Claro, o "que" só aparece à cabeça de orações relativas, porque é um pronome relativo. No entanto, é sempre possível usar "de" logo a seguir ao verbo "gostar". Caso "gostar de" seja seguido do pronome "que", o "de" pode ser omitido; é mais fácil pronunciar "que" do que "de que". Mas não é, tão-pouco, obrigatória a omissão.


----------



## willg

Mas isso tambem aplica no portugues do Brasil??? Porque Eu só escutei o gostar seguido de "de" em lugar de "que."

Tambem preciso que voces me expliquem quando devo usar o infinitivo pessoal!


----------



## Outsider

willg said:


> Mas isso tambem aplica no portugues do Brasil??? Porque Eu só escutei o gostar seguido de "de" em lugar de "que."


Na fala, quase toda a gente diz "gostar que". "Gostar de que", para além de ser mais difícil de pronunciar, é mais formal.



willg said:


> Tambem preciso que voces me expliquem quando devo usar o infinitivo pessoal!

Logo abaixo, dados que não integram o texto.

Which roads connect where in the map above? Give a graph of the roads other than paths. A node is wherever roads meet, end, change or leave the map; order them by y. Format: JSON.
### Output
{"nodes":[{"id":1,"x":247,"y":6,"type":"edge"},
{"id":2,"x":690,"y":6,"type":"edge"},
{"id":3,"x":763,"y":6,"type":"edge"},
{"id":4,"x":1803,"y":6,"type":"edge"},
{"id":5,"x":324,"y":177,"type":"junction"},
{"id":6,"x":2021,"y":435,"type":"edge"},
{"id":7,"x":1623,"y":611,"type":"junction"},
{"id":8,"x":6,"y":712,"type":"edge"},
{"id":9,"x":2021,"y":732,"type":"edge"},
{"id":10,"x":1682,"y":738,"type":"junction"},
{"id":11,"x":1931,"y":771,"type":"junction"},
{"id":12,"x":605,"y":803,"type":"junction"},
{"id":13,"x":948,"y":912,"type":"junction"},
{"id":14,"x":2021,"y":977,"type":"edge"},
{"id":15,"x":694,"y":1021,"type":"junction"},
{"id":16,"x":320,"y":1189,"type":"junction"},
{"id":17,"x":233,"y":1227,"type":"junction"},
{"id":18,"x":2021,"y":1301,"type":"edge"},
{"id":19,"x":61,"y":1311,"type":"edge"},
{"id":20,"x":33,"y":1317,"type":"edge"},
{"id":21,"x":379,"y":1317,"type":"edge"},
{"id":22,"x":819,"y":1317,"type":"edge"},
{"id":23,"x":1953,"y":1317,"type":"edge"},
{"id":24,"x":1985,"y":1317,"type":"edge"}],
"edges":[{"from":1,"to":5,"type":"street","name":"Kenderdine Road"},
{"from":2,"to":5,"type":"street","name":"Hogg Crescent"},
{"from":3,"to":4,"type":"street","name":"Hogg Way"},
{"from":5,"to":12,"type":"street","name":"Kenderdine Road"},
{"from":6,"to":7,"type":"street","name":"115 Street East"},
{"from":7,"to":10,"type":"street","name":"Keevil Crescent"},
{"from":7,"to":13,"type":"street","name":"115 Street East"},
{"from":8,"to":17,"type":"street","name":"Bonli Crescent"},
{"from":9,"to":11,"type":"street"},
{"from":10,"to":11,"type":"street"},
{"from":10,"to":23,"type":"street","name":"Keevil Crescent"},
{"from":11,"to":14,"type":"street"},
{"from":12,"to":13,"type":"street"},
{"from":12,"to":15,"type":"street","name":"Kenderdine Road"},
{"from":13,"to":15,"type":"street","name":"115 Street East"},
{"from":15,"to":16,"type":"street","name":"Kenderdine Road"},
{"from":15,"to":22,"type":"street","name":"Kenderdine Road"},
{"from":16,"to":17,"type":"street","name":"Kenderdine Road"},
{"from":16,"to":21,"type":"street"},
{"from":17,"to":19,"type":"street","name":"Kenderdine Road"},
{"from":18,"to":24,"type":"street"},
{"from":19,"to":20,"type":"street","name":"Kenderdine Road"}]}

Tivemos outras discussões sobre ele. Veja no _sticky_ dos Recursos.


----------



## Tomby

willg said:


> ...Tambem preciso que voces me expliquem quando devo usar o infinitivo pessoal!


Visite este link
Cumprimentos! 

Sinto não encontrar o link sobre o verbo gostar e a discussão sobre o regime preposicional dele. Porém, eu tomei estas notas: 
Gosto de (nome) 
Gosto de (verbo) 
Gosto que (oração, verbo) 
Exemplos: 
Gosto de basquete 
Gosto de jogar basquete 
Gosto de que joguem basquete comigo 
Gosto __ que venhas comigo. 
Para além disso, verifiquem os pontos 7, 9 e 10 do dicionário WRF. 
Cumprimentos!


----------



## willg

Ah bom obrigadao gente!


----------